O alto grau de liberdade que Miles costumava oferecer aos músicos de seus grupos certamente ajuda a explicar o produto dessas gravações. O trompetista entrou no estúdio da gravadora Columbia (na rua East 30th, em Nova York), em março de 1959, levando partituras que não passavam de meros esboços com os quais pretendia estimular a criatividade de seus parceiros musicais.

Se você viveu em uma caverna durante as últimas seis décadas, precisa saber que “Kind of Blue” é composto por cinco longas faixas instrumentais. Ou seja, sem vocais ou qualquer trecho cantado – característica que pode assustar ouvintes mais acostumados à linguagem das canções do universo da música pop. Mas qualquer um que se aventurar a escutar esse disco até o final, com a devida atenção, dificilmente vai se arrepender.

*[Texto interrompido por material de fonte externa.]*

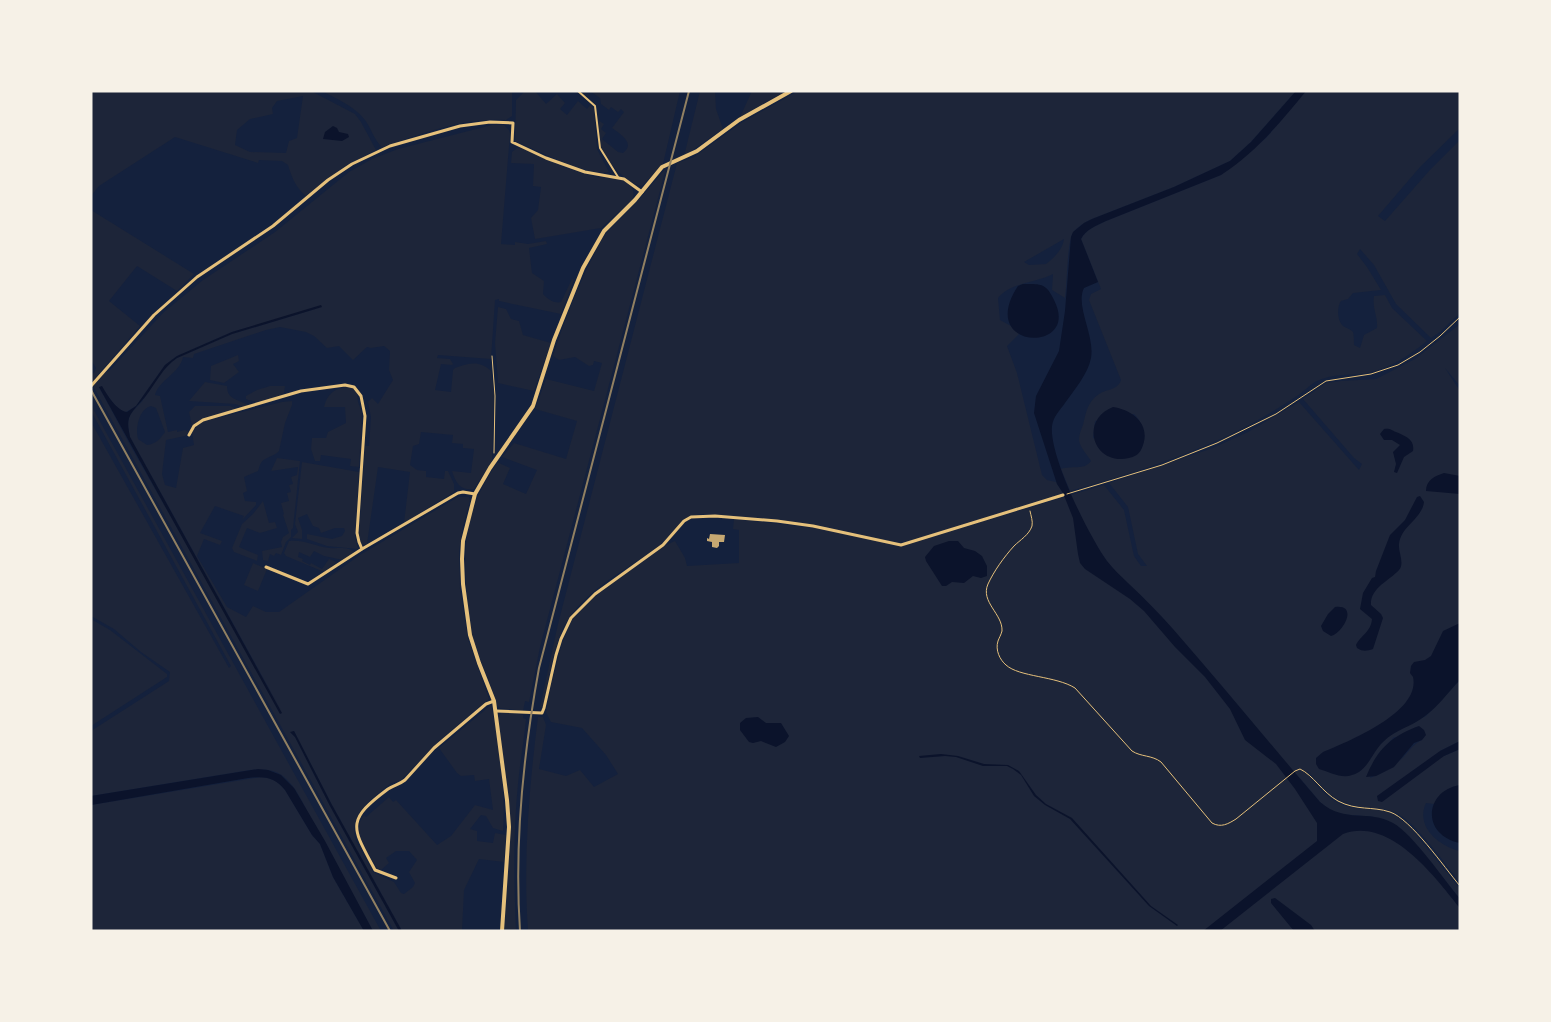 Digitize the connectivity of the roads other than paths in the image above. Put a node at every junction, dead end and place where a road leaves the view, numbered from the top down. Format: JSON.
{"nodes":[{"id":1,"x":578,"y":91,"type":"edge"},
{"id":2,"x":791,"y":91,"type":"edge"},
{"id":3,"x":618,"y":177,"type":"junction"},
{"id":4,"x":642,"y":192,"type":"junction"},
{"id":5,"x":91,"y":386,"type":"edge"},
{"id":6,"x":189,"y":435,"type":"dead end"},
{"id":7,"x":475,"y":494,"type":"junction"},
{"id":8,"x":1063,"y":495,"type":"dead end"},
{"id":9,"x":362,"y":549,"type":"junction"},
{"id":10,"x":266,"y":567,"type":"dead end"},
{"id":11,"x":494,"y":701,"type":"junction"},
{"id":12,"x":496,"y":711,"type":"junction"},
{"id":13,"x":396,"y":878,"type":"dead end"},
{"id":14,"x":502,"y":931,"type":"edge"}],
"edges":[{"from":1,"to":3,"type":"lane"},
{"from":2,"to":4,"type":"street"},
{"from":3,"to":4,"type":"street"},
{"from":3,"to":5,"type":"street"},
{"from":4,"to":7,"type":"street"},
{"from":6,"to":9,"type":"street"},
{"from":7,"to":9,"type":"street"},
{"from":7,"to":11,"type":"street"},
{"from":8,"to":12,"type":"street"},
{"from":9,"to":10,"type":"street"},
{"from":11,"to":12,"type":"street"},
{"from":11,"to":13,"type":"street"},
{"from":12,"to":14,"type":"street"}]}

A enigmática introdução de “So What”, faixa que abre o álbum, desperta a atenção do ouvinte, logo conduzida, graças à simplicidade do tema, ao descontraído improviso de Miles, seguido por inventivos solos de John Coltrane (ao sax tenor) e Cannonball Adderley (sax alto). A atmosfera de relaxamento é acentuada pela faixa seguinte, o blues “Freddie Freeloader”, que destaca um radiante solo do pianista Wynton Kelly (sua única participação no disco), sucedido por intervenções de Miles e dos dois saxofonistas.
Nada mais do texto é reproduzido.